For development and tests:

python -m pip install -e ".[dev]"

3. Quick Start (5 Minutes)

Run from your Chief project directory.

  1. Validate config
gulag-chief validate --config chief.yaml
  1. Preview schedules
gulag-chief preview --config chief.yaml
  1. Run all enabled jobs once
gulag-chief run --config chief.yaml
  1. Run one job
gulag-chief run --config chief.yaml --job sample-etl-pipeline
  1. Run daemon scheduler
gulag-chief daemon --config chief.yaml --poll-seconds 10
  1. Export cron-compatible schedules
gulag-chief export-cron --config chief.yaml

4. CLI Commands and Arguments

Chief supports a global config flag plus command-specific flags.

Global Flag

  • --config PATH: path to config file (default chief.yaml)

You can place it before or after the subcommand:

gulag-chief --config chief.yaml validate
gulag-chief validate --config chief.yaml

validate

Purpose: validate YAML structure, script paths, schedule rules, and compilation mode.

gulag-chief validate [--config PATH]

preview

Purpose: print schedule description, compilation mode, next runs, and cron equivalent when available.
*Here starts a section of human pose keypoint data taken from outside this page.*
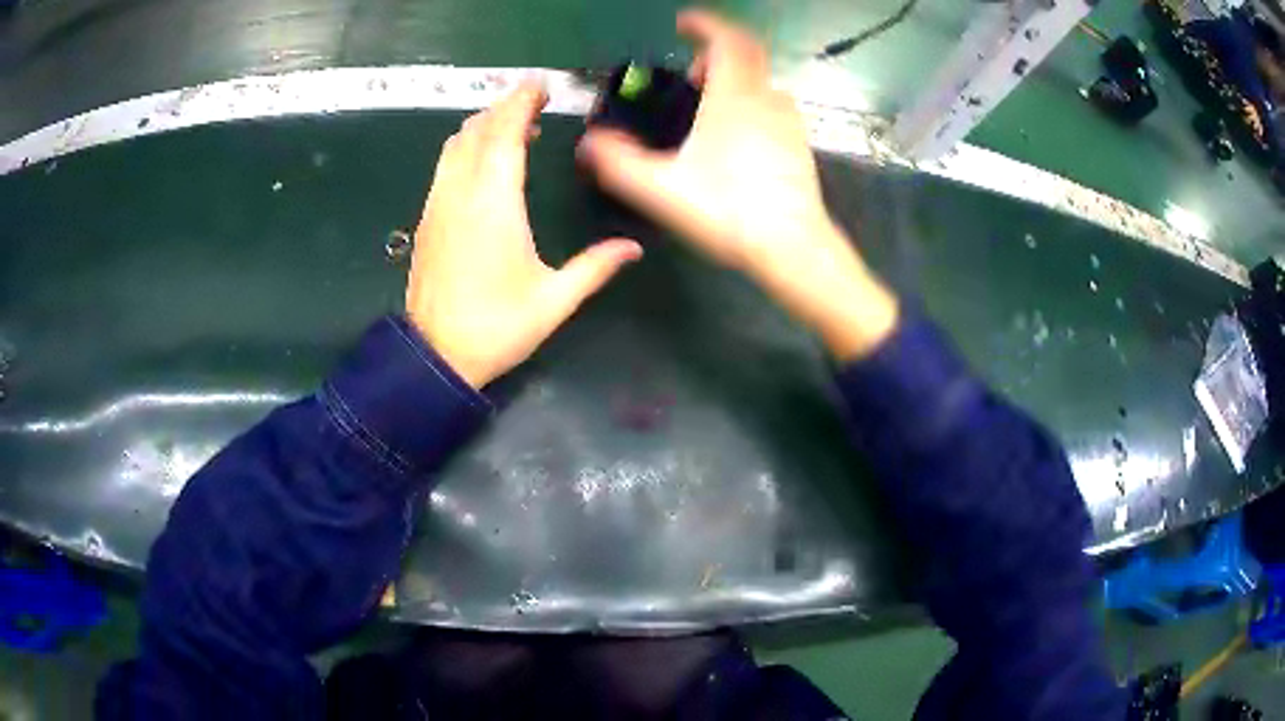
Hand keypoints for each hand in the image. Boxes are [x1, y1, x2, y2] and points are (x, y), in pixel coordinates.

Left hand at [406, 82, 642, 387]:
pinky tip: (482, 160)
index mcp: (494, 205)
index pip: (504, 136)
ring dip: (482, 126)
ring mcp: (437, 205)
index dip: (520, 104)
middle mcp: (461, 195)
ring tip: (511, 125)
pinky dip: (464, 148)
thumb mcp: (554, 300)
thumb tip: (633, 248)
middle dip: (503, 107)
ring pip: (454, 146)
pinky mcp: (426, 220)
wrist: (436, 356)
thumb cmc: (497, 328)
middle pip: (477, 131)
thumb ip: (595, 267)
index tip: (538, 86)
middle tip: (532, 100)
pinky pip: (444, 167)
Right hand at [577, 9, 896, 361]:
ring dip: (733, 80)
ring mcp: (788, 121)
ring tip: (707, 107)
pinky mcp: (798, 144)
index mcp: (735, 97)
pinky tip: (734, 138)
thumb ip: (620, 163)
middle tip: (689, 75)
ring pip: (760, 82)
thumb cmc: (730, 212)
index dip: (705, 24)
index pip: (726, 40)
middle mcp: (766, 100)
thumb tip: (589, 144)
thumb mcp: (664, 189)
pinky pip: (771, 106)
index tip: (685, 22)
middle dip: (716, 52)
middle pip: (746, 55)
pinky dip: (749, 103)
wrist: (794, 247)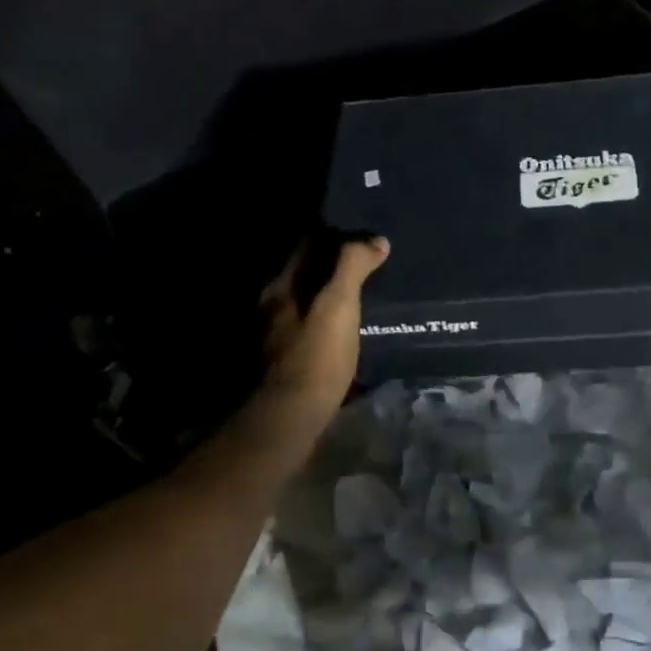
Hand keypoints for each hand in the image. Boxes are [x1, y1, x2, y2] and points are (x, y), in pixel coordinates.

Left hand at [256, 236, 389, 422]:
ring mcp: (281, 337)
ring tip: (368, 294)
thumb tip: (376, 240)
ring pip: (311, 304)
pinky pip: (317, 329)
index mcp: (280, 289)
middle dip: (335, 267)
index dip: (334, 236)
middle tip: (371, 263)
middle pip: (307, 275)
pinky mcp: (293, 362)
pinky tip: (354, 327)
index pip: (306, 247)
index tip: (363, 233)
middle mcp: (274, 308)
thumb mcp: (339, 305)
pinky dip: (334, 322)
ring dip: (334, 296)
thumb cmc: (316, 355)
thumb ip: (353, 267)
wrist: (295, 416)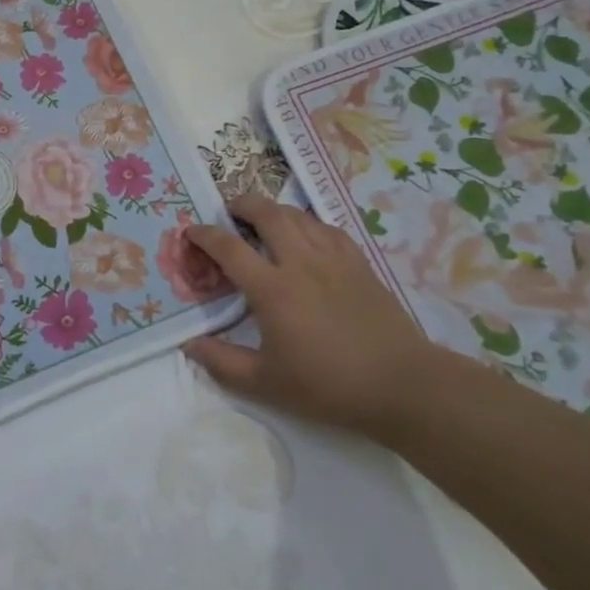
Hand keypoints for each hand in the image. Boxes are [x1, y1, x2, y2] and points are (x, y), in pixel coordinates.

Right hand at [184, 195, 447, 439]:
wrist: (401, 385)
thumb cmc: (328, 386)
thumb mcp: (265, 383)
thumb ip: (221, 362)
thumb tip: (188, 344)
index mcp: (272, 289)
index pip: (229, 247)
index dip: (204, 234)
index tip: (190, 233)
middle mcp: (300, 263)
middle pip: (267, 212)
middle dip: (241, 204)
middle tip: (228, 211)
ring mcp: (334, 259)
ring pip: (298, 215)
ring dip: (274, 210)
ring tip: (263, 220)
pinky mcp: (359, 264)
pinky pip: (327, 228)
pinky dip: (307, 224)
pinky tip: (306, 236)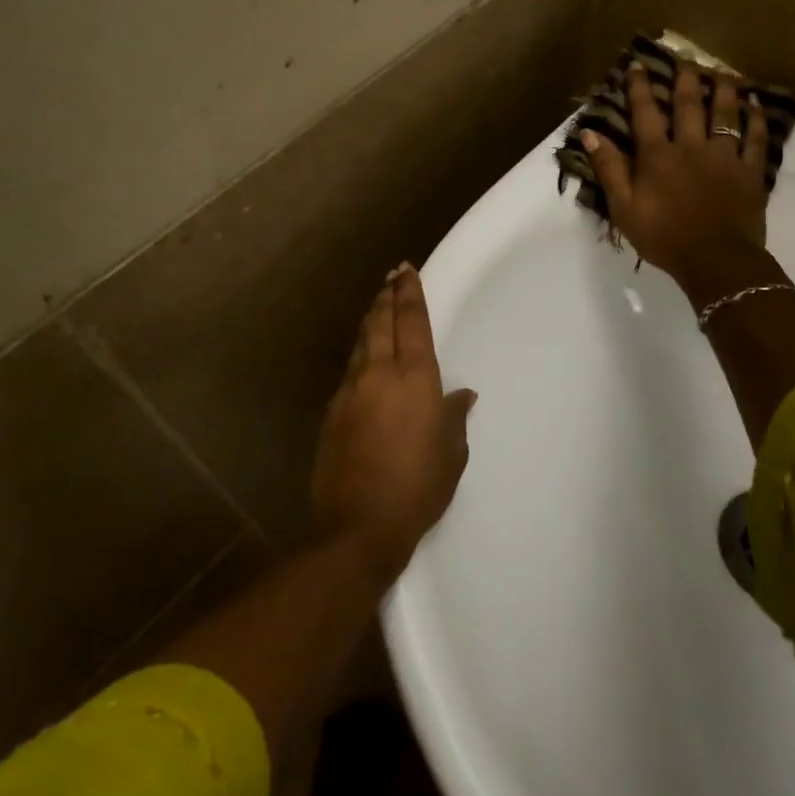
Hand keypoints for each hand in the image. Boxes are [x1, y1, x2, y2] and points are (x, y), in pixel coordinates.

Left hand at [309, 264, 475, 577]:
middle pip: (380, 321)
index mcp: (414, 378)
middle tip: (391, 276)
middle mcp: (379, 373)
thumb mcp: (451, 454)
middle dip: (387, 296)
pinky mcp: (332, 411)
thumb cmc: (418, 488)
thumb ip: (454, 418)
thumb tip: (461, 395)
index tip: (407, 270)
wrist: (358, 525)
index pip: (411, 322)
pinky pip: (350, 368)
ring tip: (378, 305)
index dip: (409, 292)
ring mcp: (350, 390)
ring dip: (371, 319)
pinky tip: (365, 356)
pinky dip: (360, 351)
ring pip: (361, 342)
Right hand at [581, 61, 775, 288]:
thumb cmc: (663, 236)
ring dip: (723, 90)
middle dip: (685, 78)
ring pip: (725, 114)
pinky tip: (756, 105)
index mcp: (657, 156)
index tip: (638, 65)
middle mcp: (691, 147)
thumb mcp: (623, 207)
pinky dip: (756, 119)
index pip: (645, 114)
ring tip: (722, 72)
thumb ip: (609, 169)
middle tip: (686, 57)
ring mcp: (725, 157)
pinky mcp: (750, 172)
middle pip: (689, 105)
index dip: (640, 88)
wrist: (715, 260)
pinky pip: (756, 139)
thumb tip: (590, 134)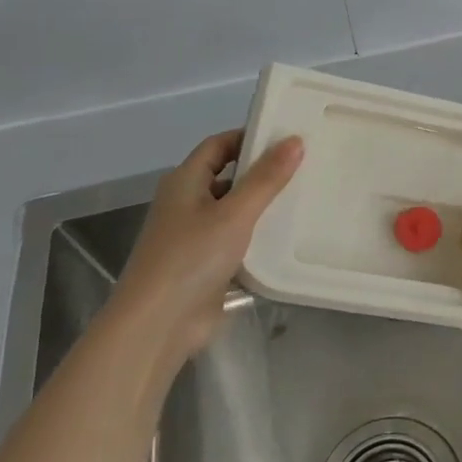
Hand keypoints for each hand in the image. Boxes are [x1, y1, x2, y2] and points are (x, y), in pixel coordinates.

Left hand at [114, 129, 303, 357]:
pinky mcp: (204, 267)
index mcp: (184, 182)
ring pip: (232, 211)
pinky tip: (286, 239)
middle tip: (303, 167)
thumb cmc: (191, 257)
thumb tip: (295, 140)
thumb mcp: (235, 213)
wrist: (157, 325)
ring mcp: (193, 237)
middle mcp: (185, 204)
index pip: (218, 145)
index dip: (249, 136)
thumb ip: (266, 178)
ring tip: (303, 199)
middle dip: (260, 172)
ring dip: (261, 206)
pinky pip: (235, 242)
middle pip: (226, 177)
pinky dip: (257, 238)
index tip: (286, 137)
gulag-chief preview [--config PATH] [--job NAME] [--count N]

Flags:

  • --job NAME: preview one job
  • --count N: number of future runs (default 5, must be >= 1)

Examples:

gulag-chief preview
gulag-chief preview --job sample-etl-pipeline
gulag-chief preview --job sample-etl-pipeline --count 10

run

Purpose: execute selected jobs immediately.

gulag-chief run [--config PATH] [--job NAME] [--respect-schedule]

Behavior:

  • default: run all enabled jobs once in YAML order
  • --job NAME: run one enabled job
  • --respect-schedule: run only if the job is due now

Examples:

gulag-chief run
gulag-chief run --job sample-etl-pipeline
gulag-chief run --job sample-etl-pipeline --respect-schedule

daemon

Purpose: continuous scheduler loop.

gulag-chief daemon [--config PATH] [--poll-seconds N]

Flags:

  • --poll-seconds N: polling interval in seconds (default 10, must be >= 1)

export-cron

Purpose: print cron lines for cron-compatible schedules.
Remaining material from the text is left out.